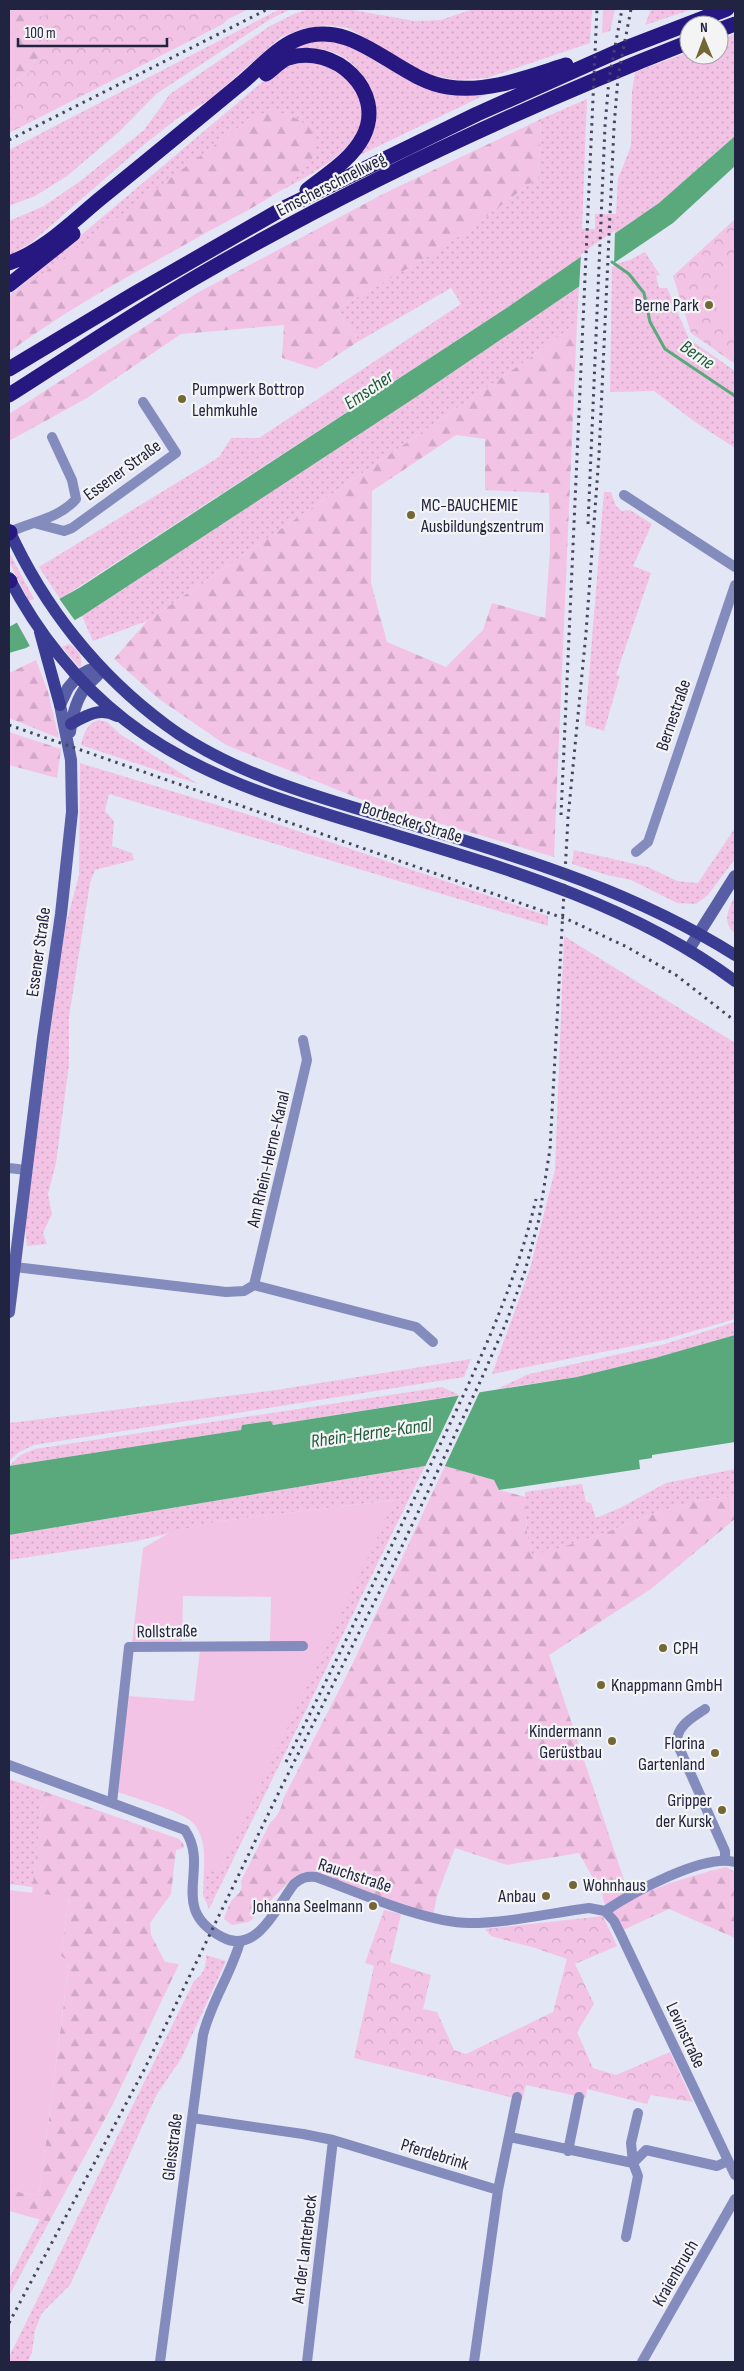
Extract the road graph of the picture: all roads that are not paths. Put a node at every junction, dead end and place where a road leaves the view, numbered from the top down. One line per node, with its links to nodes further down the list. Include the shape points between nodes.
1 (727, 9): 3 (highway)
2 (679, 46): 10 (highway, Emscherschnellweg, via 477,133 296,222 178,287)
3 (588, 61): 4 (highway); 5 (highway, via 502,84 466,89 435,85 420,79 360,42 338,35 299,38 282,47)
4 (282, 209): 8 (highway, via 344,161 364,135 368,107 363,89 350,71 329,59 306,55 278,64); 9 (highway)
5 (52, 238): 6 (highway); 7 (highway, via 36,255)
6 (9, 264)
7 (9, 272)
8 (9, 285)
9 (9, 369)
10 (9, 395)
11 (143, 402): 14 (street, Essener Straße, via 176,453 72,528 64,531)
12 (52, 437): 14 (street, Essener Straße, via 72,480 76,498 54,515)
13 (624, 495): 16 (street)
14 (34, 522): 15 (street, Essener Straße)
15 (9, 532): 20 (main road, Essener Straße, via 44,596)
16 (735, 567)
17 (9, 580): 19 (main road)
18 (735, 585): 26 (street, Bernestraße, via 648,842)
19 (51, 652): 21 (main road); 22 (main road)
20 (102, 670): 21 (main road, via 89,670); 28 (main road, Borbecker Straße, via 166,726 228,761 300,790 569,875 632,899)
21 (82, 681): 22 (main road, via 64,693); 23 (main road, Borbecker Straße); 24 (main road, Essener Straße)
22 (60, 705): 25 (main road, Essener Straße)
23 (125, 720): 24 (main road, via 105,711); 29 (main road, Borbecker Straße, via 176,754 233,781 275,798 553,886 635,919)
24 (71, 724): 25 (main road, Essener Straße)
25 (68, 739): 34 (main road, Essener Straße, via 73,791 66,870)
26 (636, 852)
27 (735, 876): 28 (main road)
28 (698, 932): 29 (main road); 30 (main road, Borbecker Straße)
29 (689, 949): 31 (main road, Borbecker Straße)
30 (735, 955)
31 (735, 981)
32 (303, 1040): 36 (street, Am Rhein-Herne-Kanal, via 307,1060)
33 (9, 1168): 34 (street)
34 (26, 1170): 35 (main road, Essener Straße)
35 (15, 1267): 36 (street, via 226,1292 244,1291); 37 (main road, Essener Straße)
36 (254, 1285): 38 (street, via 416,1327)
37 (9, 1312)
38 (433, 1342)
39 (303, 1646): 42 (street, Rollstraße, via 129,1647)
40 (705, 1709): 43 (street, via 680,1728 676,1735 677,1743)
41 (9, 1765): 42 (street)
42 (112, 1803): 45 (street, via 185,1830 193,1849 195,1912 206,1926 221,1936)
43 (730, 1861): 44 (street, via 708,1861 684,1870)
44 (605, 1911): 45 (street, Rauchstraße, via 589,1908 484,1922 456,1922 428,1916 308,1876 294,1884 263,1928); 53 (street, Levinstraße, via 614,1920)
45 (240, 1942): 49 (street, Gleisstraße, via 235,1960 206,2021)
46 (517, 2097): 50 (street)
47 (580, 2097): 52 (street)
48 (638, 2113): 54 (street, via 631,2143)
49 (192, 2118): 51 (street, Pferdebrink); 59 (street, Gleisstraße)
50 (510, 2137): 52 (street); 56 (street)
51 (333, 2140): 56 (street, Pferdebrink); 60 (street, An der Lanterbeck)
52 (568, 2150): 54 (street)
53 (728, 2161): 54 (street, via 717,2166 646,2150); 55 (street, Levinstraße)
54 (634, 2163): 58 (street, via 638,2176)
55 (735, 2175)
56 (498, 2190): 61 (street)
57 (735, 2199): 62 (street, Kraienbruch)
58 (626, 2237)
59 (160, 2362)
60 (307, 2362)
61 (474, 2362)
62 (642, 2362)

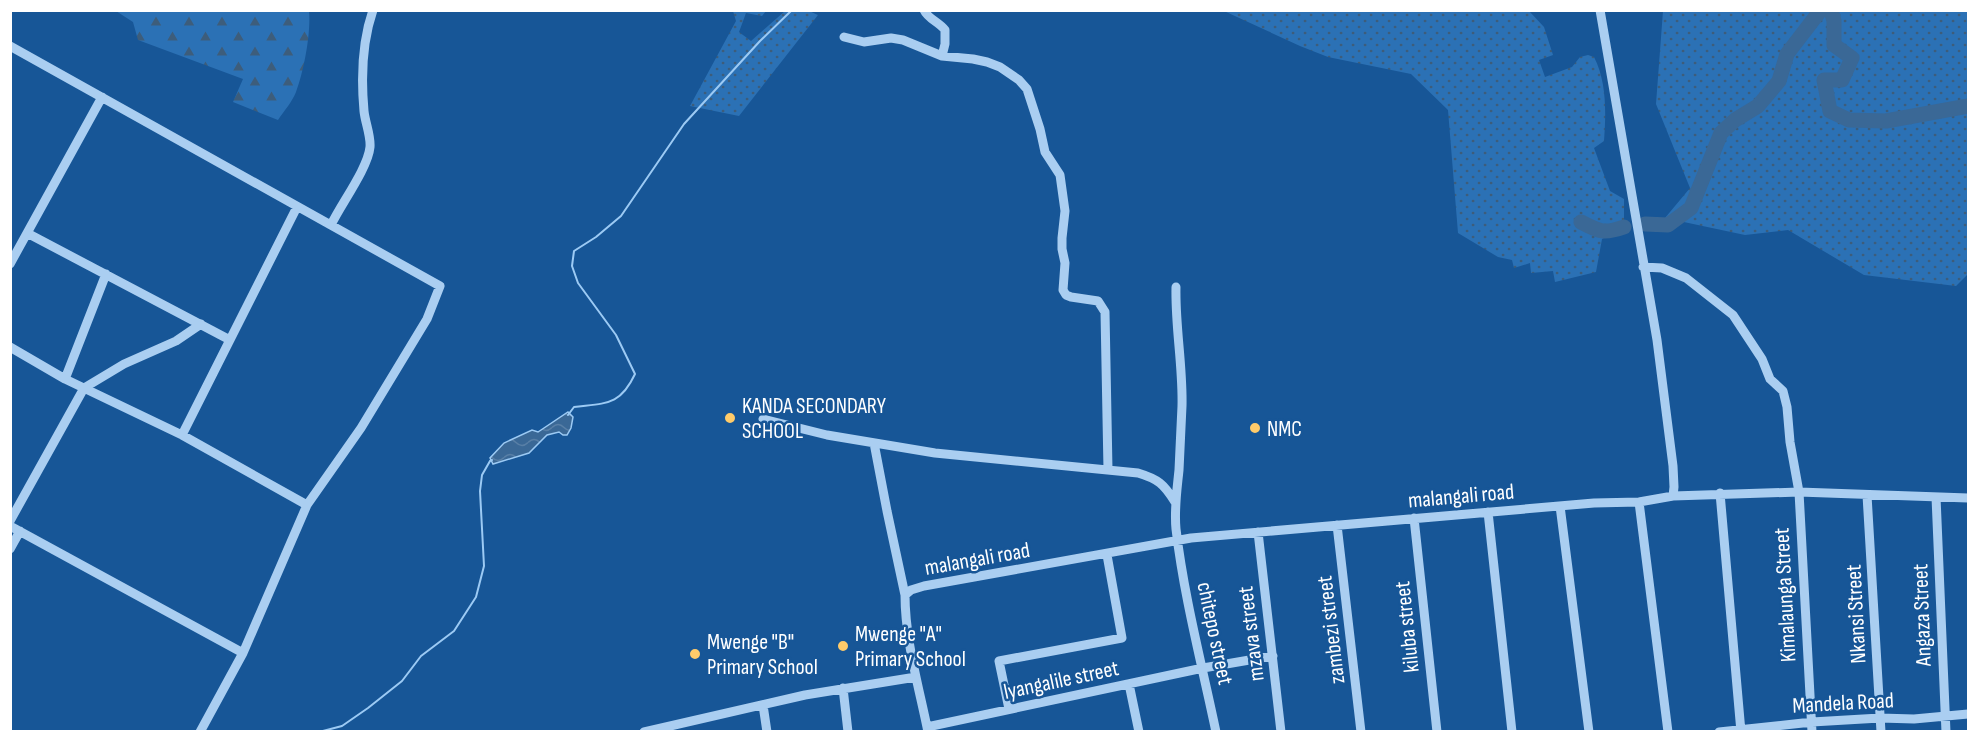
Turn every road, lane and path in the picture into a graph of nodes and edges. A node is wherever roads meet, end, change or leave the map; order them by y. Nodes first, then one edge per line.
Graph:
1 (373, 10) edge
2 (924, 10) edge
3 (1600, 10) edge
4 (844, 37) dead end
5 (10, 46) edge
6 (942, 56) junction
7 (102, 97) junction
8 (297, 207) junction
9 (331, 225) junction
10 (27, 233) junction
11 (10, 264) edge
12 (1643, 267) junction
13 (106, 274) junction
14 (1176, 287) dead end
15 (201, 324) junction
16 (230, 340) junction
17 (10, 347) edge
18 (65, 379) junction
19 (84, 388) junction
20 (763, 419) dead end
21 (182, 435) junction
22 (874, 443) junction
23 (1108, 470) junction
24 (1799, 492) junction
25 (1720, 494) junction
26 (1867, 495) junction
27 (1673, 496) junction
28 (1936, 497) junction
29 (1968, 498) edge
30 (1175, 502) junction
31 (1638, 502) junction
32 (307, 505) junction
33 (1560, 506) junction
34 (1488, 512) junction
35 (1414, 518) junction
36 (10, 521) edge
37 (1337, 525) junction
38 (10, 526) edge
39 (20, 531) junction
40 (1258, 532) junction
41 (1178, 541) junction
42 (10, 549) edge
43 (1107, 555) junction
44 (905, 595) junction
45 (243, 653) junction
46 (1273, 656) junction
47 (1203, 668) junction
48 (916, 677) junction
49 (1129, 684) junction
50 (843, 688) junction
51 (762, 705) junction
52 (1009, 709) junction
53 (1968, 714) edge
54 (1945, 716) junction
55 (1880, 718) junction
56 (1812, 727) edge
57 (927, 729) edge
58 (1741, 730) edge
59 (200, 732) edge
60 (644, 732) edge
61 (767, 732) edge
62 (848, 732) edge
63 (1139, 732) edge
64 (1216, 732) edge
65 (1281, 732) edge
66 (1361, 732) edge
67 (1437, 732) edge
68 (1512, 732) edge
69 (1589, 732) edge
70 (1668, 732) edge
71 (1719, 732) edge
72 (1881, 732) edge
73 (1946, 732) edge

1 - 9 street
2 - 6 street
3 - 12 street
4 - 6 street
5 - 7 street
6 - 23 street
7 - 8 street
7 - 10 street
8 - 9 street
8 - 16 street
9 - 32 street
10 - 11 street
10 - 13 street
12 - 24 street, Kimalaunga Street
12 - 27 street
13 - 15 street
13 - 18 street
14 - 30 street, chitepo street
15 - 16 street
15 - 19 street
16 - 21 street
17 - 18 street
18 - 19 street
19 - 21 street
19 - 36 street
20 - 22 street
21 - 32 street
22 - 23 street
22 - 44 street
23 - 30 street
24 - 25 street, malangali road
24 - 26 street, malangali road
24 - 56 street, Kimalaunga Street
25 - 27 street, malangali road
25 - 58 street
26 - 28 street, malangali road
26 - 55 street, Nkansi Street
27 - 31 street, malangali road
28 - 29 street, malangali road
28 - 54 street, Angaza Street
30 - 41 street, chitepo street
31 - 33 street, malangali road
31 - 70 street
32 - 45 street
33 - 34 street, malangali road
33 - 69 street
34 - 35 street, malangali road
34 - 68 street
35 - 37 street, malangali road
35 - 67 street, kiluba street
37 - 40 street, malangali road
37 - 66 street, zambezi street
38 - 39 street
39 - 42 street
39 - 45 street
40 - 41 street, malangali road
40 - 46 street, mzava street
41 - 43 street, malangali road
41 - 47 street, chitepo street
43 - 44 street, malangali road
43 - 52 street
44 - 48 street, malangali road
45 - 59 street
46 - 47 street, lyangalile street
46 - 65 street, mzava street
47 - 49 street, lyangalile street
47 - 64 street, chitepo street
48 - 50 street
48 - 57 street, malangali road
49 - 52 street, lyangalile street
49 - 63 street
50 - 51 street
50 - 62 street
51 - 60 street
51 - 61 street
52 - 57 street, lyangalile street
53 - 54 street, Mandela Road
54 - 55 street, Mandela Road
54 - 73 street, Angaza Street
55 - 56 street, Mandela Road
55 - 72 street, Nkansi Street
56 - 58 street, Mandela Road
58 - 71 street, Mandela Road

## About this exercise
Go through the listing above and find each line that contains "mzava", then copy it.

## Your response
40 - 46 street, mzava street
46 - 65 street, mzava street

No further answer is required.